What Good Faith Requires of Monitoring Employers
The ERA's good faith obligation requires employers to be "active and constructive in maintaining a productive employment relationship" and to be "responsive and communicative." In the monitoring context, Employment Relations Authority determinations have identified several monitoring practices as potential good faith breaches:
- Covert monitoring used as a disciplinary tool: Using secretly collected monitoring data to discipline or dismiss an employee — without having disclosed the monitoring — undermines the transparency that good faith requires, even if the underlying conduct was genuinely problematic.

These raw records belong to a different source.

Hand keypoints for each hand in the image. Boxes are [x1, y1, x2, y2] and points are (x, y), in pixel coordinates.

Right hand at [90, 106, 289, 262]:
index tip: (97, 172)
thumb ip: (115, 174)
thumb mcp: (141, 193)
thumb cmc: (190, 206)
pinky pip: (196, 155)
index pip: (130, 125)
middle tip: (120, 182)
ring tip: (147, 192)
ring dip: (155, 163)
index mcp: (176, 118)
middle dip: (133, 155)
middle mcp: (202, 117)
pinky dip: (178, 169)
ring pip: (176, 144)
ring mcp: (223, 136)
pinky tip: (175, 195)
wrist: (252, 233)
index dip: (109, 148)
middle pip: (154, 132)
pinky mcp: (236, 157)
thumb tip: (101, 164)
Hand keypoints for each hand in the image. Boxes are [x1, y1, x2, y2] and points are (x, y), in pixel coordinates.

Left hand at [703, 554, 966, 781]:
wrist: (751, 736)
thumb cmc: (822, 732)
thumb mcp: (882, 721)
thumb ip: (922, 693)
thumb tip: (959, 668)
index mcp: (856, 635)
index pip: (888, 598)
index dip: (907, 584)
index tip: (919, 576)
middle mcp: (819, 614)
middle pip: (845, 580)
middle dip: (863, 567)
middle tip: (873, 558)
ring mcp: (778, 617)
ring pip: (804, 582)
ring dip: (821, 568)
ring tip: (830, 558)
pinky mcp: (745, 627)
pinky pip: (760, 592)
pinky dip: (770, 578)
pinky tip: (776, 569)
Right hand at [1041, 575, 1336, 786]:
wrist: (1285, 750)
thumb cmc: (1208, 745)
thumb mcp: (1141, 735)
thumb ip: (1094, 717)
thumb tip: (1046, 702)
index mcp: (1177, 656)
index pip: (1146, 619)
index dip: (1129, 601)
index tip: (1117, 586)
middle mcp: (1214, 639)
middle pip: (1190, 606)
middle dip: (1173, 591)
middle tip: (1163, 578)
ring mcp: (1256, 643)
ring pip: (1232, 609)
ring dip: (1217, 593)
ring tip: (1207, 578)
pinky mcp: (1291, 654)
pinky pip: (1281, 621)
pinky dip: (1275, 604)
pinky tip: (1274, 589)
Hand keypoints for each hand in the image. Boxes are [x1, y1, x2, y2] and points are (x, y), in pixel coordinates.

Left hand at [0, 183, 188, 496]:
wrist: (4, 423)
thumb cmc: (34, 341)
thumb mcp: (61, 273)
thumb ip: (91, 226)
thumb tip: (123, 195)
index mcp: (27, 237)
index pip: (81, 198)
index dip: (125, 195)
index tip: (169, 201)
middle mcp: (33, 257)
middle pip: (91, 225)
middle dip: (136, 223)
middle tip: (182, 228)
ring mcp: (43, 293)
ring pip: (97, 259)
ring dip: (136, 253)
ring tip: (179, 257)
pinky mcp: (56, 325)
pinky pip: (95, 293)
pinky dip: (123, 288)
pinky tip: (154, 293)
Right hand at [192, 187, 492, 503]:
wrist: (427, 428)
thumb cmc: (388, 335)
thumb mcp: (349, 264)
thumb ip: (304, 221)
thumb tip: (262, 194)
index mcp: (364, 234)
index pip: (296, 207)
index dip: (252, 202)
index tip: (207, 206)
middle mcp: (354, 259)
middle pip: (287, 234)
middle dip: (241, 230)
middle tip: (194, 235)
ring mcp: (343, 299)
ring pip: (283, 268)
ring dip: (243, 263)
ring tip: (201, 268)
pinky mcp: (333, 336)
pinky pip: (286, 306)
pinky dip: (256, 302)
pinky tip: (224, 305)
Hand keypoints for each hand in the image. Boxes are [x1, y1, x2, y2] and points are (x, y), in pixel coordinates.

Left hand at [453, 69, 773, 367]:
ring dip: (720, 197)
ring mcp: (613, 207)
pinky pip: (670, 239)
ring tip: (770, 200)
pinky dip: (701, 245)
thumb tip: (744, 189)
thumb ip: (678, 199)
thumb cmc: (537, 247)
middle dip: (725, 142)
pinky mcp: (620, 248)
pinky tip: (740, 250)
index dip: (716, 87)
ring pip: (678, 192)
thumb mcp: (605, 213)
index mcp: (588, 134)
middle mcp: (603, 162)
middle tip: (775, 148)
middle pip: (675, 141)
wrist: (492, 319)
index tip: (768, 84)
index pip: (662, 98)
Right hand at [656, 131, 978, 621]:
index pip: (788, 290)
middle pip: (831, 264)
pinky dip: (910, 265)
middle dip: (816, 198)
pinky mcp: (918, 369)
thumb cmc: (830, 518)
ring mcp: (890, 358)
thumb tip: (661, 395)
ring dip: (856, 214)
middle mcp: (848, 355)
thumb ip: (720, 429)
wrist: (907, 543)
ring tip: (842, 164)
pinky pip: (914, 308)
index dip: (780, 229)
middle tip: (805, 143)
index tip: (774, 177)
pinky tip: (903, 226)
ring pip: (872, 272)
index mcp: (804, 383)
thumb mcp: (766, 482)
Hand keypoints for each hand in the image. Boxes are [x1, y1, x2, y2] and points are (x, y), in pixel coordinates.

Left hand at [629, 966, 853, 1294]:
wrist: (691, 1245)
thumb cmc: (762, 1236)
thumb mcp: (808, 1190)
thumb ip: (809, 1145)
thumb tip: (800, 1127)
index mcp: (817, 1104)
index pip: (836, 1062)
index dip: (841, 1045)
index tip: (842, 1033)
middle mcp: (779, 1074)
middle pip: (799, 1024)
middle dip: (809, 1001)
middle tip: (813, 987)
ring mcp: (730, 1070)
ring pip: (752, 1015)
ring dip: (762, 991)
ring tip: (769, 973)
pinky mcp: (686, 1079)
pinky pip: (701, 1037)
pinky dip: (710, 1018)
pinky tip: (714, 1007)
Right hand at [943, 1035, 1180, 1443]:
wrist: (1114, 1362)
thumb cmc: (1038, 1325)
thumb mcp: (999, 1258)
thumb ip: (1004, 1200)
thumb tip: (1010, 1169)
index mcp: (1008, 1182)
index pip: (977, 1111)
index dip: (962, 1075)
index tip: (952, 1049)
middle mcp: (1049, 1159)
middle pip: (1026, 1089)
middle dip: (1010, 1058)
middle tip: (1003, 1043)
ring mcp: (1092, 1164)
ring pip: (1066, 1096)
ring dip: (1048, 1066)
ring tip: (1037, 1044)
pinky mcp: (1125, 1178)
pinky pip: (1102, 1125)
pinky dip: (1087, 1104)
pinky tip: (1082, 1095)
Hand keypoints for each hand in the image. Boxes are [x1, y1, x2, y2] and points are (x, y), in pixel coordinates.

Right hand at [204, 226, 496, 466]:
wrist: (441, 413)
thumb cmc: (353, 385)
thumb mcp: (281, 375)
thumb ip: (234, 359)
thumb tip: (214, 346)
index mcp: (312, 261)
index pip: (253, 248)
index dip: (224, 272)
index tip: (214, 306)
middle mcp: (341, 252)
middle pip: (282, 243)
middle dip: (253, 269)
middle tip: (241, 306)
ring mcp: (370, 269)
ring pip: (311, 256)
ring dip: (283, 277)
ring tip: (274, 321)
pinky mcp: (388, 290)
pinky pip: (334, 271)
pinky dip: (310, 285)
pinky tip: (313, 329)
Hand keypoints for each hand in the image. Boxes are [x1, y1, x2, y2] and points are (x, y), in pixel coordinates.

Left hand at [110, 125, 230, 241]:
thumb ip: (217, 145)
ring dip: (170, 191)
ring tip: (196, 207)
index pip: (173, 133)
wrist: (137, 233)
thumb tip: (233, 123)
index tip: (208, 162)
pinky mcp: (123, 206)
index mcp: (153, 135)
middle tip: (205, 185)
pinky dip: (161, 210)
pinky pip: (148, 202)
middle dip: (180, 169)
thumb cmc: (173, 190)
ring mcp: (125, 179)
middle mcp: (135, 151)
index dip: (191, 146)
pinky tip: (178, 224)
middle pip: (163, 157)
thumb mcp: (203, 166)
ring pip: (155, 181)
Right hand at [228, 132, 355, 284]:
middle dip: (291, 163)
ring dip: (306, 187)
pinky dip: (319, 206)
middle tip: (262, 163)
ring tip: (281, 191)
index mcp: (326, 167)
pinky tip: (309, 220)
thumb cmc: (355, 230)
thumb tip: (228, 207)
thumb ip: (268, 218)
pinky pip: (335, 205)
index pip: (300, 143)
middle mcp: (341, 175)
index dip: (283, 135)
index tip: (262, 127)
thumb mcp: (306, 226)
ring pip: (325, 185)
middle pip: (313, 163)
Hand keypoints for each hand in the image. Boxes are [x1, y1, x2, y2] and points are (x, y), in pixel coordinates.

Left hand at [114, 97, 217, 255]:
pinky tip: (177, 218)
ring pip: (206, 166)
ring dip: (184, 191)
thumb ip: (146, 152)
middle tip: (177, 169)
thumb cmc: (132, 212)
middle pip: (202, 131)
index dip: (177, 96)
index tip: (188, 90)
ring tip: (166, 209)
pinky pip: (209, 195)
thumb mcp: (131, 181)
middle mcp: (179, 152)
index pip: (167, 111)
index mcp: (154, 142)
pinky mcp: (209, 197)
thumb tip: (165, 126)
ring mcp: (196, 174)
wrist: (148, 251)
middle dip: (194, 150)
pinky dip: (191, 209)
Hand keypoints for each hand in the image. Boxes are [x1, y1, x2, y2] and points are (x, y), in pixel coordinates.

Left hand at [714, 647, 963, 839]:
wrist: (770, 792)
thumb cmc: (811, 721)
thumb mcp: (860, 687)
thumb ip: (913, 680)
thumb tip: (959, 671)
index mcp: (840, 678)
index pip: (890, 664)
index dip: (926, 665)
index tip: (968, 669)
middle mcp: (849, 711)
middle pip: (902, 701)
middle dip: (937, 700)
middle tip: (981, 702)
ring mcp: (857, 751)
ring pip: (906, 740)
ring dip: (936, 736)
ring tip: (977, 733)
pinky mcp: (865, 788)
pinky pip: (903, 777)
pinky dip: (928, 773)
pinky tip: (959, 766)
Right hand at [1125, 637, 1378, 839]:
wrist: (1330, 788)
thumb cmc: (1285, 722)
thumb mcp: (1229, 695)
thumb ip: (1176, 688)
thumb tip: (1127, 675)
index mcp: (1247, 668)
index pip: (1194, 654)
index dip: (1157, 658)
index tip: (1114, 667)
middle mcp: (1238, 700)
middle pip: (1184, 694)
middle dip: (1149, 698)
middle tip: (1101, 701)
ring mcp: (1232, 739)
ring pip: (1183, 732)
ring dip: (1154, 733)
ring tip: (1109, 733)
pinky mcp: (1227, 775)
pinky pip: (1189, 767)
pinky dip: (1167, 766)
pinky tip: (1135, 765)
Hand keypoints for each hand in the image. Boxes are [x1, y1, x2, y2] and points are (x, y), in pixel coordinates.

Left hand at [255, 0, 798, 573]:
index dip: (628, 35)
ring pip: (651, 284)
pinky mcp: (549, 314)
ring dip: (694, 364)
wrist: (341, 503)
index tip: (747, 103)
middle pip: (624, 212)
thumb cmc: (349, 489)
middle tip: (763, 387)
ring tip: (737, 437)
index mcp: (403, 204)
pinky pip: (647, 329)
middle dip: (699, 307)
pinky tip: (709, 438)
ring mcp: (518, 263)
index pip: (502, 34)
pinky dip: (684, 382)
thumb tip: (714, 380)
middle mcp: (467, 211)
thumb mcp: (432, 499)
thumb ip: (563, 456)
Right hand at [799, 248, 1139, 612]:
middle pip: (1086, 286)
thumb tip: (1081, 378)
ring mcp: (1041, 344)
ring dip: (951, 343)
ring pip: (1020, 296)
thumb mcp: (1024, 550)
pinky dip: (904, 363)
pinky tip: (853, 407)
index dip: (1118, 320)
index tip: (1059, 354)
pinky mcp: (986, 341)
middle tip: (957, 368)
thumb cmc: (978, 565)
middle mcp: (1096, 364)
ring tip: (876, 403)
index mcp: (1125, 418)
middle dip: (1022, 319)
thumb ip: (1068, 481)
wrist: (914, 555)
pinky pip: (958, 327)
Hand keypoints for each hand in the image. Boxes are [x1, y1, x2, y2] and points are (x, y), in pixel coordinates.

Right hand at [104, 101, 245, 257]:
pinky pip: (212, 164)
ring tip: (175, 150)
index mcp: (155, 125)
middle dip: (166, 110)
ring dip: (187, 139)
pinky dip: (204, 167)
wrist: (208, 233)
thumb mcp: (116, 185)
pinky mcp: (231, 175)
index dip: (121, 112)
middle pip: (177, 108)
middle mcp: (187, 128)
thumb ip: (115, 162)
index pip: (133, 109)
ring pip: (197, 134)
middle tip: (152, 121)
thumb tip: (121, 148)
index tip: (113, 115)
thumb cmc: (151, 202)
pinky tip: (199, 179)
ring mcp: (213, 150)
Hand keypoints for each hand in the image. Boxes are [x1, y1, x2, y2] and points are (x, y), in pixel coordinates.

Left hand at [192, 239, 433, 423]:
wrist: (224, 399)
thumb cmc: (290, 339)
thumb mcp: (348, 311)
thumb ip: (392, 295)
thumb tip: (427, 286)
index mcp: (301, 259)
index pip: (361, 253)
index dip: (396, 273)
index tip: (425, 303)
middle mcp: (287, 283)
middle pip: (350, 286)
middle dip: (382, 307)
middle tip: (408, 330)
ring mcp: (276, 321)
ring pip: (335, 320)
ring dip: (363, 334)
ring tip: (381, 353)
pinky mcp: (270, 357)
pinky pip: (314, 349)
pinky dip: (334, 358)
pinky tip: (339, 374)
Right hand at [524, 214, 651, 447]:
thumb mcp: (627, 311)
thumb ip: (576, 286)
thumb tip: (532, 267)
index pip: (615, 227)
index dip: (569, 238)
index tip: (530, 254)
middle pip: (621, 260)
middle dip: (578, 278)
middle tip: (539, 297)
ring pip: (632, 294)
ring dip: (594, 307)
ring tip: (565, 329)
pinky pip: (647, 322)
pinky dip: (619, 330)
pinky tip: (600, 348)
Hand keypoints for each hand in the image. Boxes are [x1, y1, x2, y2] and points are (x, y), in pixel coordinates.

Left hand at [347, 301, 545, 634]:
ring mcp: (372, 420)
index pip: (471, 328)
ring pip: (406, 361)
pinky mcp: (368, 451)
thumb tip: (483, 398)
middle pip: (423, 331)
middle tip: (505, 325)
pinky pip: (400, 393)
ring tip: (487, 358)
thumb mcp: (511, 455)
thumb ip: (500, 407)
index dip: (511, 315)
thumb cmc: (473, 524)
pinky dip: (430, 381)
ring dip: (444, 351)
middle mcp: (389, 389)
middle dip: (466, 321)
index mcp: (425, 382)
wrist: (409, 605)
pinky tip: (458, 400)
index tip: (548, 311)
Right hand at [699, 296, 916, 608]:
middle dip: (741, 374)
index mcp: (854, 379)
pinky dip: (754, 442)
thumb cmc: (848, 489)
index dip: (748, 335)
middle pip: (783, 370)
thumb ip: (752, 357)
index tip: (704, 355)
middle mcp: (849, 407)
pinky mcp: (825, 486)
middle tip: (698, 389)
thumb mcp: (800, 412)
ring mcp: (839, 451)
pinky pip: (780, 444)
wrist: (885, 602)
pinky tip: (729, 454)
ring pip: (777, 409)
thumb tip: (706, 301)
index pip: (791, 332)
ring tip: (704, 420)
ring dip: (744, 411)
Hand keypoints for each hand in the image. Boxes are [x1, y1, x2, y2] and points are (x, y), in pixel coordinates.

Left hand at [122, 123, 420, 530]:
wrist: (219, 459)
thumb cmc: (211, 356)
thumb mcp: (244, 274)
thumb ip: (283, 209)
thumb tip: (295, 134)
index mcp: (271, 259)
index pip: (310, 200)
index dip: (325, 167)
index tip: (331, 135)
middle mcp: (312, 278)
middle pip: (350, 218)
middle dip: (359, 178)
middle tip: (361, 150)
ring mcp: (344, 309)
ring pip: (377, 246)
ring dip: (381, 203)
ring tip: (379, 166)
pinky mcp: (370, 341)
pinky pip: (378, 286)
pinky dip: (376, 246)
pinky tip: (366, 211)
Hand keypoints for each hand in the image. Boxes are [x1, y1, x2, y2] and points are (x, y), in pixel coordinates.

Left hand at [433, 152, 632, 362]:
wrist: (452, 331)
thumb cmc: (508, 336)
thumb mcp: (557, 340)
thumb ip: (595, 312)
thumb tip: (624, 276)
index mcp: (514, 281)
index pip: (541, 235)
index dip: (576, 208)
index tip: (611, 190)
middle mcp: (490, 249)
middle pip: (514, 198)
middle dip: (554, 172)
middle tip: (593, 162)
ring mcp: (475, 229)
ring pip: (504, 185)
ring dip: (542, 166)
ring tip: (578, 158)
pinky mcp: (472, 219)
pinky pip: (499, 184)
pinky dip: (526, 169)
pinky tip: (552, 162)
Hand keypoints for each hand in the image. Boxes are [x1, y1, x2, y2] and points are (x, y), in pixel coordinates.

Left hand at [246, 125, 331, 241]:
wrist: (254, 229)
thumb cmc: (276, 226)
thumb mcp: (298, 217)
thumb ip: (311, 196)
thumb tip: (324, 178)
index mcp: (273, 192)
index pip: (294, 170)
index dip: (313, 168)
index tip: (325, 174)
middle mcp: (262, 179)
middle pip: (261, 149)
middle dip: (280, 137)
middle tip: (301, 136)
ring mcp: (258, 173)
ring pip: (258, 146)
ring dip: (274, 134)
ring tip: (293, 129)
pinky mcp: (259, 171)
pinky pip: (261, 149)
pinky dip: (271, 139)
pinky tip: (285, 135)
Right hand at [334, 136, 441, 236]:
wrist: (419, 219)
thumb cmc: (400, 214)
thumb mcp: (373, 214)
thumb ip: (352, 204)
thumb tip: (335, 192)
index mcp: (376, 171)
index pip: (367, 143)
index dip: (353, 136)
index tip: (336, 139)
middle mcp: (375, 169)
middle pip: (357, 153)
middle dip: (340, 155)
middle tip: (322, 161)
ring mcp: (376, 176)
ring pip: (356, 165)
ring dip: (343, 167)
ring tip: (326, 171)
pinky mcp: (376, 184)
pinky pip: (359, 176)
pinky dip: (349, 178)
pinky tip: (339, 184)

- Monitoring used selectively: Applying monitoring tools to specific employees believed to be performing poorly, without applying the same tools consistently, can be characterized as constructive bad faith — effectively building a dismissal case through targeted surveillance.
- Excessive monitoring creating a hostile environment: Monitoring so intensive that it creates unreasonable workplace stress can constitute conduct that damages the employment relationship, potentially supporting a constructive dismissal claim.
A 2023 Employment Relations Authority determination found that an Auckland employer who monitored a remote employee's screen every five minutes after performance concerns arose — without informing the employee and without adjusting the employment agreement — had breached the good faith obligation. The Authority awarded NZD $8,500 in compensation independent of the Privacy Act complaint. This dual exposure — ERA and Privacy Act simultaneously — is the defining compliance risk for New Zealand employers implementing monitoring in 2026.
Covert Monitoring in New Zealand: When Is It Actually Permitted?
The OPC's 2024 guidance draws a clear line between transparent monitoring — always permitted with proper disclosure — and covert monitoring, which carries a heavy presumption of unlawfulness. Understanding this distinction matters because many monitoring tools are technically capable of silent operation, and the temptation to deploy them covertly during investigations is significant.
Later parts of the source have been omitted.